BEGIN

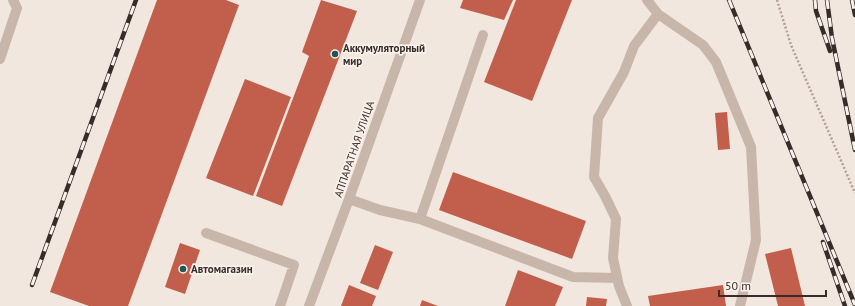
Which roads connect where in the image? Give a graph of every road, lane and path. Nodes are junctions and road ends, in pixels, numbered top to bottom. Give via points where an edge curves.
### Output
1 (13, 0) edge
2 (420, 0) edge
3 (647, 0) edge
4 (778, 0) edge
5 (658, 14) junction
6 (483, 35) dead end
7 (0, 59) edge
8 (855, 193) edge
9 (349, 199) junction
10 (420, 219) junction
11 (206, 233) dead end
12 (617, 278) junction
13 (280, 306) edge
14 (309, 306) edge
15 (627, 306) edge
16 (740, 306) edge

1 - 7 street via 17,8
2 - 9 street, АППАРАТНАЯ УЛИЦА
3 - 5 street
4 - 8 path via 791,45
5 - 12 street via 634,46 624,72 598,118 594,177 616,219 613,258
5 - 16 street via 703,45 716,62 752,148 756,240
6 - 10 street
9 - 10 street via 380,210
9 - 14 street, АППАРАТНАЯ УЛИЦА
10 - 12 street via 573,277
11 - 13 street via 294,265
12 - 15 street

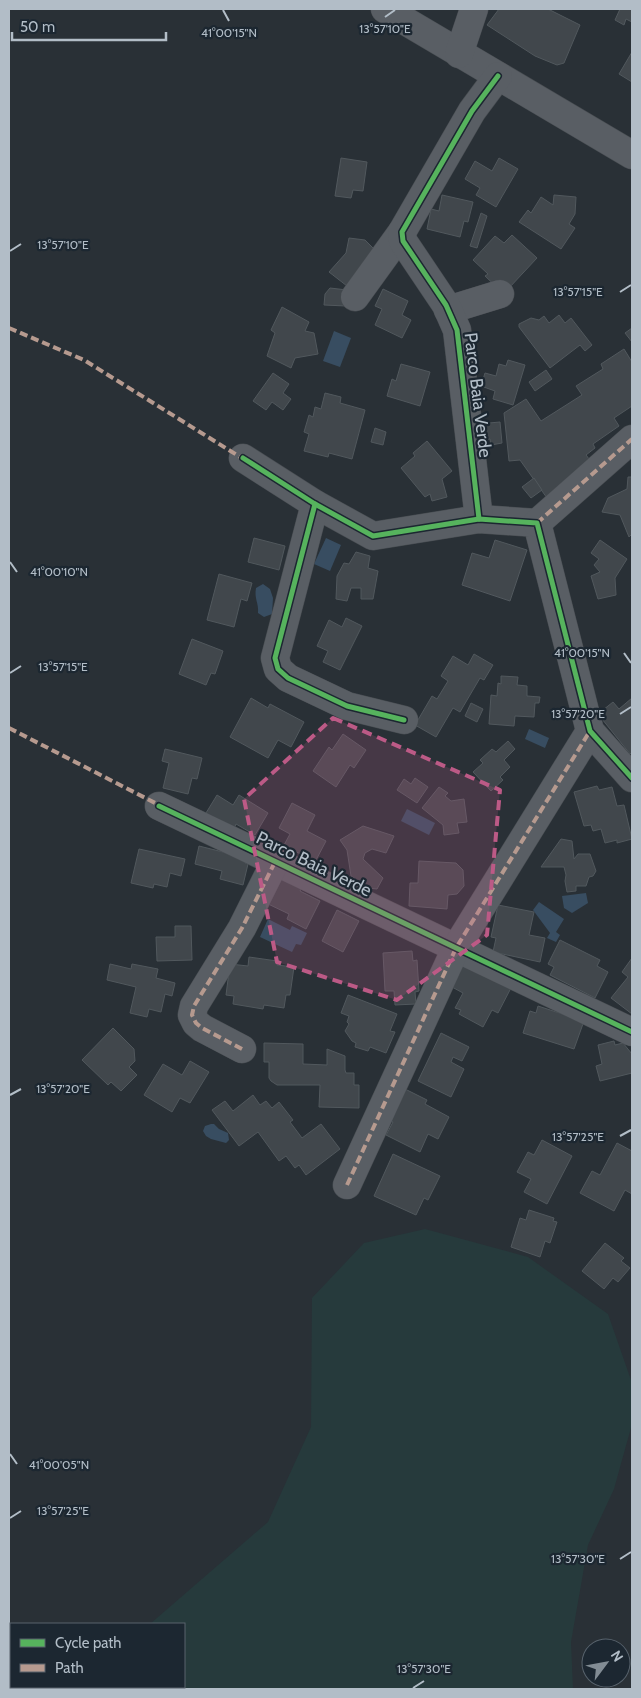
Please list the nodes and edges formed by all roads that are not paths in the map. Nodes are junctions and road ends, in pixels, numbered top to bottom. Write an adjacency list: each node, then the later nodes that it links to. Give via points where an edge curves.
1 (385, 9): 3 (street)
2 (474, 9): 3 (street)
3 (459, 54): 4 (street)
4 (498, 76): 5 (street); 6 (street, via 472,111)
5 (632, 155)
6 (402, 232): 8 (street); 9 (street, Parco Baia Verde, via 403,241)
7 (500, 294): 9 (street)
8 (355, 297)
9 (448, 310): 13 (street, Parco Baia Verde, via 457,330)
10 (632, 439): 14 (street)
11 (243, 458): 12 (street)
12 (315, 504): 13 (street, via 373,536); 15 (street, via 275,658 278,669 288,678 347,706)
13 (479, 519): 14 (street)
14 (537, 523): 16 (street)
15 (404, 720)
16 (590, 731): 17 (street); 20 (street)
17 (632, 778)
18 (159, 806): 19 (street, Parco Baia Verde)
19 (276, 860): 20 (street, Parco Baia Verde); 22 (street, Parco Baia Verde, via 242,928 194,1006 192,1015 196,1024)
20 (456, 948): 21 (street, Parco Baia Verde); 23 (street)
21 (632, 1032)
22 (242, 1049)
23 (347, 1185)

END

* [Assigned task] Nothing but the pictures is to be left out; repeat the data exactly.

* [Exercise solution]
Which roads connect where in the image? Give a graph of every road, lane and path. Nodes are junctions and road ends, in pixels, numbered top to bottom. Give via points where an edge curves.
### Output
1 (13, 0) edge
2 (420, 0) edge
3 (647, 0) edge
4 (778, 0) edge
5 (658, 14) junction
6 (483, 35) dead end
7 (0, 59) edge
8 (855, 193) edge
9 (349, 199) junction
10 (420, 219) junction
11 (206, 233) dead end
12 (617, 278) junction
13 (280, 306) edge
14 (309, 306) edge
15 (627, 306) edge
16 (740, 306) edge

1 - 7 street via 17,8
2 - 9 street, АППАРАТНАЯ УЛИЦА
3 - 5 street
4 - 8 path via 791,45
5 - 12 street via 634,46 624,72 598,118 594,177 616,219 613,258
5 - 16 street via 703,45 716,62 752,148 756,240
6 - 10 street
9 - 10 street via 380,210
9 - 14 street, АППАРАТНАЯ УЛИЦА
10 - 12 street via 573,277
11 - 13 street via 294,265
12 - 15 street

Please list the nodes and edges formed by all roads that are not paths in the map. Nodes are junctions and road ends, in pixels, numbered top to bottom. Write an adjacency list: each node, then the later nodes that it links to. Give via points where an edge curves.
1 (385, 9): 3 (street)
2 (474, 9): 3 (street)
3 (459, 54): 4 (street)
4 (498, 76): 5 (street); 6 (street, via 472,111)
5 (632, 155)
6 (402, 232): 8 (street); 9 (street, Parco Baia Verde, via 403,241)
7 (500, 294): 9 (street)
8 (355, 297)
9 (448, 310): 13 (street, Parco Baia Verde, via 457,330)
10 (632, 439): 14 (street)
11 (243, 458): 12 (street)
12 (315, 504): 13 (street, via 373,536); 15 (street, via 275,658 278,669 288,678 347,706)
13 (479, 519): 14 (street)
14 (537, 523): 16 (street)
15 (404, 720)
16 (590, 731): 17 (street); 20 (street)
17 (632, 778)
18 (159, 806): 19 (street, Parco Baia Verde)
19 (276, 860): 20 (street, Parco Baia Verde); 22 (street, Parco Baia Verde, via 242,928 194,1006 192,1015 196,1024)
20 (456, 948): 21 (street, Parco Baia Verde); 23 (street)
21 (632, 1032)
22 (242, 1049)
23 (347, 1185)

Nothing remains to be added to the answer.